Ray Cocks | Longreads | May 2017 | 11 minutes (2,844 words)
Our latest Exclusive is an essay by Vietnam veteran Ray Cocks, co-funded by Longreads Members and published in collaboration with TMI Project, a non-profit that brings empowering memoir writing and true storytelling workshops to underserved populations.
When I graduate high school in the spring of 1967, I’m determined to go to war. I enlist in the army and prepare to leave, proudly, for Vietnam.
Before I go I encounter some older guys coming back home. They speak out against the conflict, but I don’t believe them. “Don’t go,” they tell me. “It’s bullshit. It’s all bullshit.” I think they’re just hogging all the glory for themselves.
Nothing is going to stop me. Besides, what ever happened to “My country, right or wrong”?
***
To tell my story, It helps to back up and start with my father’s.

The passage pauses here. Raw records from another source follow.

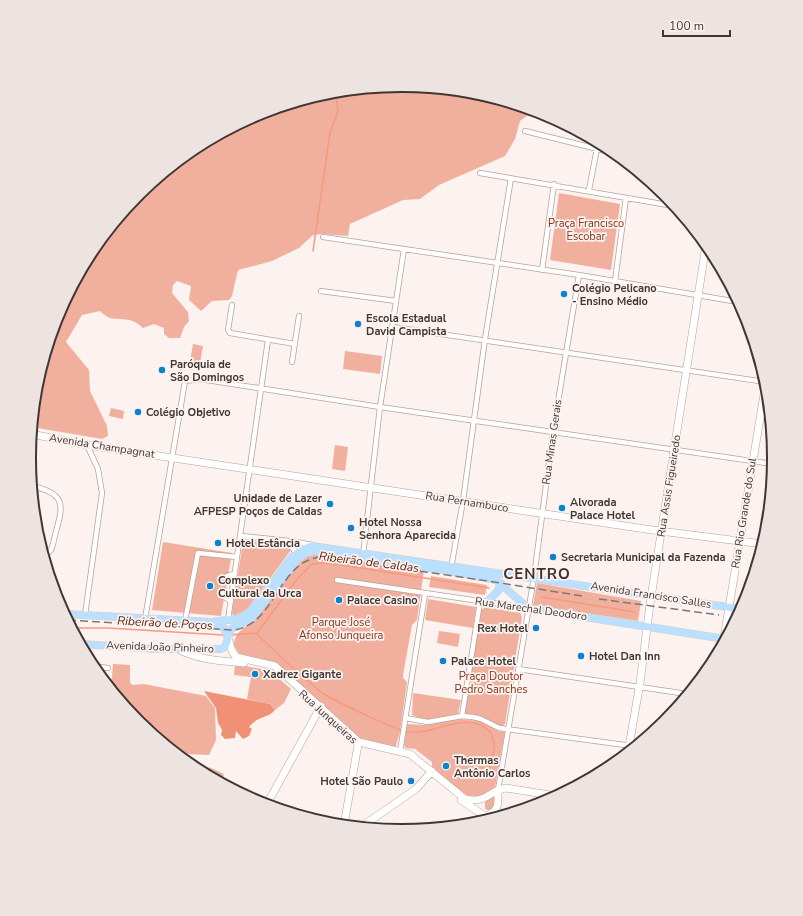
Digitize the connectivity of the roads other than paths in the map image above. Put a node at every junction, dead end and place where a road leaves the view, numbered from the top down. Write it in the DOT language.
graph roads {
  1 [pos="525,131"];
  2 [pos="597,149"];
  3 [pos="480,173"];
  4 [pos="511,178"];
  5 [pos="554,184"];
  6 [pos="589,190"];
  7 [pos="626,198"];
  8 [pos="664,204"];
  9 [pos="323,237"];
  10 [pos="404,249"];
  11 [pos="704,254"];
  12 [pos="498,264"];
  13 [pos="542,270"];
  14 [pos="579,275"];
  15 [pos="616,281"];
  16 [pos="321,291"];
  17 [pos="697,295"];
  18 [pos="396,301"];
  19 [pos="731,301"];
  20 [pos="232,305"];
  21 [pos="299,316"];
  22 [pos="393,327"];
  23 [pos="485,339"];
  24 [pos="268,340"];
  25 [pos="294,344"];
  26 [pos="565,352"];
  27 [pos="292,362"];
  28 [pos="686,370"];
  29 [pos="759,381"];
  30 [pos="261,389"];
  31 [pos="763,402"];
  32 [pos="380,407"];
  33 [pos="474,421"];
  34 [pos="552,432"];
  35 [pos="37,435"];
  36 [pos="87,445"];
  37 [pos="675,450"];
  38 [pos="172,456"];
  39 [pos="753,461"];
  40 [pos="767,463"];
  41 [pos="251,468"];
  42 [pos="37,487"];
  43 [pos="371,487"];
  44 [pos="463,501"];
  45 [pos="543,513"];
  46 [pos="661,531"];
  47 [pos="241,536"];
  48 [pos="273,540"];
  49 [pos="740,540"];
  50 [pos="757,543"];
  51 [pos="319,546"];
  52 [pos="48,553"];
  53 [pos="362,556"];
  54 [pos="237,557"];
  55 [pos="296,557"];
  56 [pos="451,568"];
  57 [pos="234,574"];
  58 [pos="534,578"];
  59 [pos="337,580"];
  60 [pos="226,581"];
  61 [pos="501,583"];
  62 [pos="224,590"];
  63 [pos="425,594"];
  64 [pos="652,595"];
  65 [pos="231,601"];
  66 [pos="483,602"];
  67 [pos="728,607"];
  68 [pos="528,608"];
  69 [pos="734,608"];
  70 [pos="71,614"];
  71 [pos="84,615"];
  72 [pos="145,619"];
  73 [pos="228,620"];
  74 [pos="185,621"];
  75 [pos="211,622"];
  76 [pos="726,626"];
  77 [pos="647,627"];
  78 [pos="228,638"];
  79 [pos="719,639"];
  80 [pos="87,644"];
  81 [pos="178,649"];
  82 [pos="102,667"];
  83 [pos="108,668"];
  84 [pos="518,669"];
  85 [pos="639,688"];
  86 [pos="681,693"];
  87 [pos="320,708"];
  88 [pos="462,716"];
  89 [pos="405,718"];
  90 [pos="509,729"];
  91 [pos="633,741"];
  92 [pos="358,745"];
  93 [pos="628,745"];
  94 [pos="400,752"];
  95 [pos="431,773"];
  96 [pos="498,790"];
  97 [pos="545,794"];
  98 [pos="270,799"];
  99 [pos="485,799"];
  100 [pos="496,811"];
  101 [pos="485,813"];
  102 [pos="483,814"];
  103 [pos="345,819"];
  104 [pos="367,822"];
  1 -- 2 [label="street"];
  2 -- 6 [label="street"];
  3 -- 4 [label="street"];
  4 -- 5 [label="street"];
  4 -- 12 [label="street"];
  5 -- 6 [label="street"];
  5 -- 13 [label="street"];
  6 -- 7 [label="street"];
  7 -- 8 [label="street"];
  7 -- 15 [label="street"];
  9 -- 10 [label="street"];
  10 -- 12 [label="street"];
  10 -- 18 [label="street"];
  11 -- 17 [label="street, Rua Assis Figueiredo"];
  12 -- 13 [label="street"];
  12 -- 23 [label="street"];
  13 -- 14 [label="street"];
  14 -- 15 [label="street"];
  14 -- 26 [label="street, Rua Minas Gerais"];
  15 -- 17 [label="street"];
  16 -- 18 [label="street"];
  17 -- 19 [label="street"];
  17 -- 28 [label="street, Rua Assis Figueiredo"];
  18 -- 22 [label="street"];
  20 -- 24 [label="street"];
  21 -- 25 [label="street"];
  22 -- 23 [label="street"];
  22 -- 32 [label="street"];
  23 -- 26 [label="street"];
  23 -- 33 [label="street"];
  24 -- 25 [label="street"];
  24 -- 30 [label="street"];
  25 -- 27 [label="street"];
  26 -- 28 [label="street"];
  26 -- 34 [label="street, Rua Minas Gerais"];
  28 -- 29 [label="street"];
  28 -- 37 [label="street, Rua Assis Figueiredo"];
  30 -- 32 [label="street"];
  30 -- 38 [label="street"];
  30 -- 41 [label="street"];
  31 -- 39 [label="street, Rua Rio Grande do Sul"];
  32 -- 33 [label="street"];
  32 -- 43 [label="street"];
  33 -- 34 [label="street"];
  33 -- 44 [label="street"];
  34 -- 37 [label="street"];
  34 -- 45 [label="street, Rua Minas Gerais"];
  35 -- 36 [label="street, Avenida Champagnat"];
  36 -- 38 [label="street, Avenida Champagnat"];
  36 -- 71 [label="street"];
  37 -- 39 [label="street"];
  37 -- 46 [label="street, Rua Assis Figueiredo"];
  38 -- 41 [label="street, Rua Pernambuco"];
  38 -- 72 [label="street"];
  39 -- 40 [label="street"];
  39 -- 49 [label="street, Rua Rio Grande do Sul"];
  41 -- 43 [label="street, Rua Pernambuco"];
  41 -- 47 [label="street"];
  42 -- 52 [label="street"];
  43 -- 44 [label="street, Rua Pernambuco"];
  43 -- 53 [label="street"];
  44 -- 45 [label="street, Rua Pernambuco"];
  44 -- 56 [label="street"];
  45 -- 46 [label="street, Rua Pernambuco"];
  45 -- 58 [label="street, Rua Minas Gerais"];
  46 -- 49 [label="street, Rua Pernambuco"];
  46 -- 64 [label="street, Rua Assis Figueiredo"];
  47 -- 48 [label="street"];
  47 -- 54 [label="street"];
  48 -- 51 [label="street"];
  48 -- 55 [label="street"];
  49 -- 50 [label="street, Rua Pernambuco"];
  49 -- 67 [label="street, Rua Rio Grande do Sul"];
  51 -- 53 [label="main road, Avenida Francisco Salles"];
  51 -- 55 [label="main road, Avenida Francisco Salles"];
  53 -- 55 [label="main road, Avenida Francisco Salles"];
  53 -- 56 [label="main road, Avenida Francisco Salles"];
  54 -- 57 [label="street"];
  54 -- 74 [label="street"];
  55 -- 73 [label="main road, Avenida Francisco Salles"];
  55 -- 78 [label="main road, Avenida Francisco Salles"];
  56 -- 58 [label="main road, Avenida Francisco Salles"];
  56 -- 61 [label="main road, Avenida Francisco Salles"];
  57 -- 60 [label="street"];
  57 -- 65 [label="street"];
  58 -- 64 [label="main road, Avenida Francisco Salles"];
  58 -- 68 [label="street, Rua Minas Gerais"];
  59 -- 63 [label="street, Rua Marechal Deodoro"];
  61 -- 66 [label="main road"];
  61 -- 68 [label="main road, Avenida Francisco Salles"];
  62 -- 65 [label="street"];
  63 -- 66 [label="street, Rua Marechal Deodoro"];
  63 -- 89 [label="street"];
  64 -- 67 [label="main road, Avenida Francisco Salles"];
  64 -- 77 [label="street, Rua Assis Figueiredo"];
  65 -- 73 [label="street"];
  66 -- 68 [label="street, Rua Marechal Deodoro"];
  66 -- 88 [label="street"];
  67 -- 69 [label="main road, Avenida Francisco Salles"];
  67 -- 76 [label="street, Rua Rio Grande do Sul"];
  68 -- 77 [label="main road, Rua Marechal Deodoro"];
  68 -- 84 [label="street"];
  70 -- 71 [label="main road"];
  71 -- 72 [label="main road"];
  72 -- 74 [label="main road"];
  73 -- 75 [label="main road, Avenida Francisco Salles"];
  74 -- 75 [label="main road"];
  75 -- 78 [label="main road, Avenida João Pinheiro"];
  77 -- 79 [label="main road, Rua Marechal Deodoro"];
  77 -- 85 [label="street, Rua Assis Figueiredo"];
  78 -- 81 [label="main road, Avenida João Pinheiro"];
  78 -- 87 [label="street, Rua Junqueiras"];
  80 -- 81 [label="main road, Avenida João Pinheiro"];
  81 -- 87 [label="street, Rua Junqueiras"];
  82 -- 83 [label="street"];
  84 -- 85 [label="street"];
  84 -- 90 [label="street"];
  85 -- 86 [label="street"];
  85 -- 91 [label="street, Rua Assis Figueiredo"];
  87 -- 92 [label="street, Rua Junqueiras"];
  87 -- 94 [label="street, Rua Junqueiras"];
  87 -- 98 [label="street"];
  88 -- 89 [label="street"];
  88 -- 90 [label="street"];
  89 -- 94 [label="street"];
  90 -- 93 [label="street"];
  90 -- 96 [label="street"];
  92 -- 95 [label="street, Rua Junqueiras"];
  92 -- 103 [label="street"];
  94 -- 95 [label="street, Rua Junqueiras"];
  95 -- 99 [label="street, Rua Junqueiras"];
  95 -- 102 [label="street, Rua Junqueiras"];
  95 -- 104 [label="street"];
  96 -- 97 [label="street"];
  96 -- 99 [label="street"];
  96 -- 100 [label="street"];
  99 -- 101 [label="street"];
}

During World War II, he was a gunner’s mate, third class, on board the aircraft carrier Yorktown — the second one, commissioned after the first was sunk. He was on a five-inch cannon, information that means little to me when I first learn it as a kid. But then I wind up on a four-inch cannon in Vietnam.
My generation was raised by World War II veterans — the iron men who served on such ships and watched as their friends were burned to death, blown to hell, drowned, eaten by sharks, shot to pieces literally. World War II, “the big one,” — a massive, global stroke of insanity that brewed from the ashes of World War I, the war that was to make the world safe for democracy.
These men went through the rest of their lives, for the most part, with untreated PTSD. My father was no exception.